If you're not sure of the motor, take the truck off the frame & power up the motor. If it spins fine, it's not the motor!
Gordon
Brought to you by the letters C.P.R. as well as D&H!
K1a - all the way
Thanks to those that replied again. Unfortunately, I just finished going over the ENTIRE gear assembly, cam shafts, wheels, etc, with one conclusion: the motor is toast. I took my SDP40 (also a BB, same dual flywheel), took the motor out, put that one in the Dash 2, and checked it out. Sure enough, the unit ran like new. The wheels were freshly cleaned and lubed up, the L-contacts were polished up, and I took the power-hungry bulb out of the loop. Still, the motor wouldn't go. I'd get short bursts, but it'd always stall out. The track was brand new too, so I know thats not bad. I have an MRC Tech 4 dual cab powerplant, and I just replaced all the contact wiring, so that can't be the problem. I'm going to go to the local model railroad authority tomorrow and have him test it on the shop layout. If it still dies there, I know to get a new motor and retire the old one, military style.

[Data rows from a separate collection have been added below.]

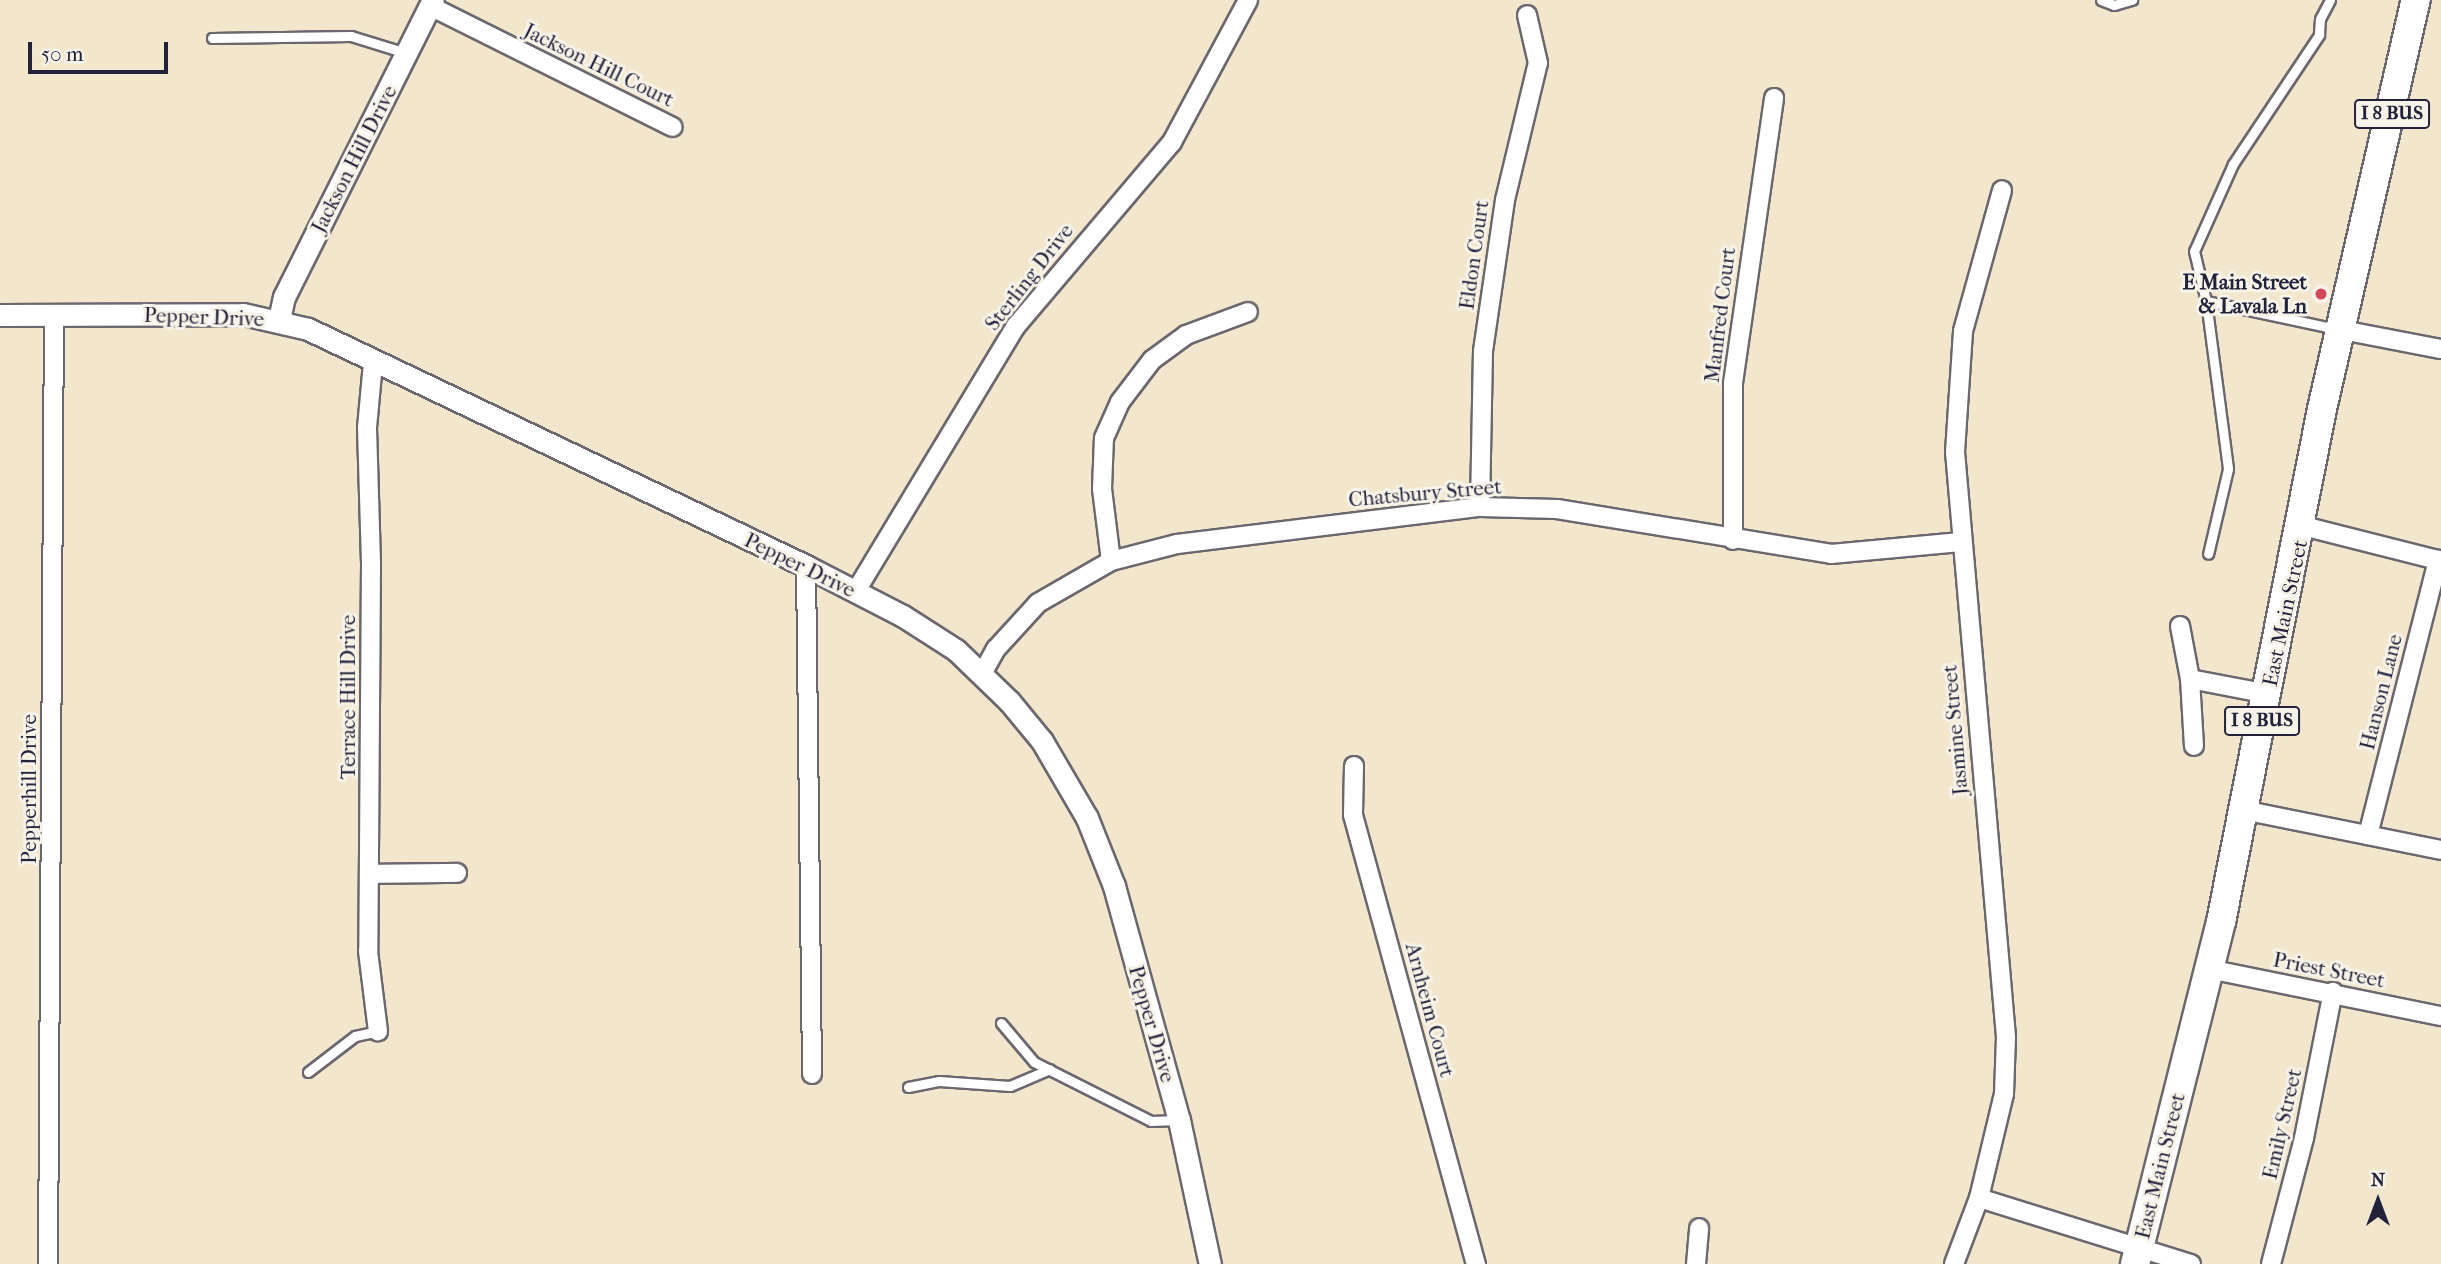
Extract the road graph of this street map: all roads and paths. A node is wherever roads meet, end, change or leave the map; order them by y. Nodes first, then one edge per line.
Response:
1 (1248, 0) edge
2 (2101, 0) edge
3 (2132, 0) edge
4 (2330, 0) edge
5 (2416, 0) edge
6 (431, 3) edge
7 (1527, 15) dead end
8 (212, 38) dead end
9 (407, 54) junction
10 (1774, 98) dead end
11 (673, 127) dead end
12 (2002, 190) dead end
13 (2206, 301) junction
14 (1248, 312) dead end
15 (0, 315) edge
16 (54, 315) junction
17 (279, 320) junction
18 (2343, 330) junction
19 (2441, 349) edge
20 (373, 363) junction
21 (1480, 507) junction
22 (2302, 526) junction
23 (1733, 540) junction
24 (1960, 542) junction
25 (2208, 554) dead end
26 (2440, 560) edge
27 (1111, 561) junction
28 (806, 566) junction
29 (856, 592) junction
30 (2180, 626) dead end
31 (982, 674) junction
32 (2190, 679) junction
33 (2268, 694) junction
34 (2194, 746) dead end
35 (1354, 766) dead end
36 (2243, 810) junction
37 (2368, 835) junction
38 (2441, 850) edge
39 (457, 873) dead end
40 (369, 874) junction
41 (2208, 970) junction
42 (2333, 992) junction
43 (2441, 1016) edge
44 (1001, 1023) dead end
45 (378, 1031) joint
46 (1050, 1069) junction
47 (308, 1072) dead end
48 (812, 1074) dead end
49 (908, 1087) dead end
50 (1179, 1120) junction
51 (1979, 1198) junction
52 (1699, 1228) dead end
53 (2137, 1257) edge
54 (48, 1264) edge
55 (1210, 1264) edge
56 (1476, 1264) edge
57 (1696, 1264) edge
58 (1954, 1264) edge
59 (2191, 1264) edge
60 (2271, 1264) edge

1 - 29 street, Sterling Drive
2 - 3 lane
4 - 13 lane
5 - 18 main road, East Main Street / I 8 BUS
6 - 9 street, Jackson Hill Drive
6 - 11 street, Jackson Hill Court
7 - 21 street, Eldon Court
8 - 9 lane
9 - 17 street, Jackson Hill Drive
10 - 23 street, Manfred Court
12 - 24 street, Jasmine Street
13 - 18 lane
13 - 25 lane
14 - 27 street
15 - 16 street, Pepper Drive
16 - 17 street, Pepper Drive
16 - 54 street, Pepperhill Drive
17 - 20 street, Pepper Drive
18 - 19 street
18 - 22 main road, East Main Street / I 8 BUS
20 - 28 street, Pepper Drive
20 - 40 street, Terrace Hill Drive
21 - 23 street, Chatsbury Street
21 - 27 street, Chatsbury Street
22 - 26 street
22 - 33 main road, East Main Street / I 8 BUS
23 - 24 street, Chatsbury Street
24 - 51 street, Jasmine Street
26 - 37 street, Hanson Lane
27 - 31 street, Chatsbury Street
28 - 29 street, Pepper Drive
28 - 48 street
29 - 31 street, Pepper Drive
30 - 32 street
31 - 50 street, Pepper Drive
32 - 33 street
32 - 34 street
33 - 36 main road, East Main Street / I 8 BUS
35 - 56 street, Arnheim Court
36 - 37 street
36 - 41 main road, East Main Street / I 8 BUS
37 - 38 street
39 - 40 street
40 - 45 street, Terrace Hill Drive
41 - 42 street, Priest Street
41 - 53 main road, East Main Street / I 8 BUS
42 - 43 street, Priest Street
42 - 60 street, Emily Street
44 - 46 lane
45 - 47 lane
46 - 49 lane
46 - 50 lane
50 - 55 street, Pepper Drive
51 - 53 street
51 - 58 street, Jasmine Street
52 - 57 street
53 - 59 street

Here's a link to a how to on replacing an Athearn motor with a Sagami:
http://www.trainlife.com/magazines/pages/20/1464/august-1990-page-32
The simplest solution is to get an Athearn motor or a Helix Humper drop in replacement motor.
http://www.alliancelocomotiveproducts.com/
I like the HelixHumper motors. Very easy to install and they run really really well.
-CP
Train Modeler I remotor with NWSL or Kato motors. The Kato uses the hex drive system as do the new genesis athearn units. So you'll have to change the cup on the worm gear shaft. Richard
Can you use the newer Genesis / Athearn worm gear assembly? It seems to be a better design, using a nylon worm gear rather than metal. it is also already a hex drive shaft. Are the Kato motors a drop in replacement for the SD40 motors? Thanks.
Len S
Thanks everyone. I took the entire motor apart, cleaned it out, de-gunked the contacts, and set her off. Worked like charm, just figured out I had to clean the track. Other than that, it works great!
B30-7CR I'm really in a jam on this one. I'm trying to decide if updrading my ancient Athearn SD40-2 with a new motor is worth it or if I should scrap it and buy a brand new locomotive. This 40-2 is my personal favorite and I would hate to see it be junked after so many years of faithful service.
THAT is NOT a Dinosaur! Atheran Dinosaurs had RUBBER BAND DRIVES!
The Route of the Broadway Lion The Largest Subway Layout in North Dakota.
Here there be cats. LIONS with CAMERAS
HH motors and NWSL wheels. BIG IMPROVEMENT ON THE BB LOCOS. Constant lighting also easy.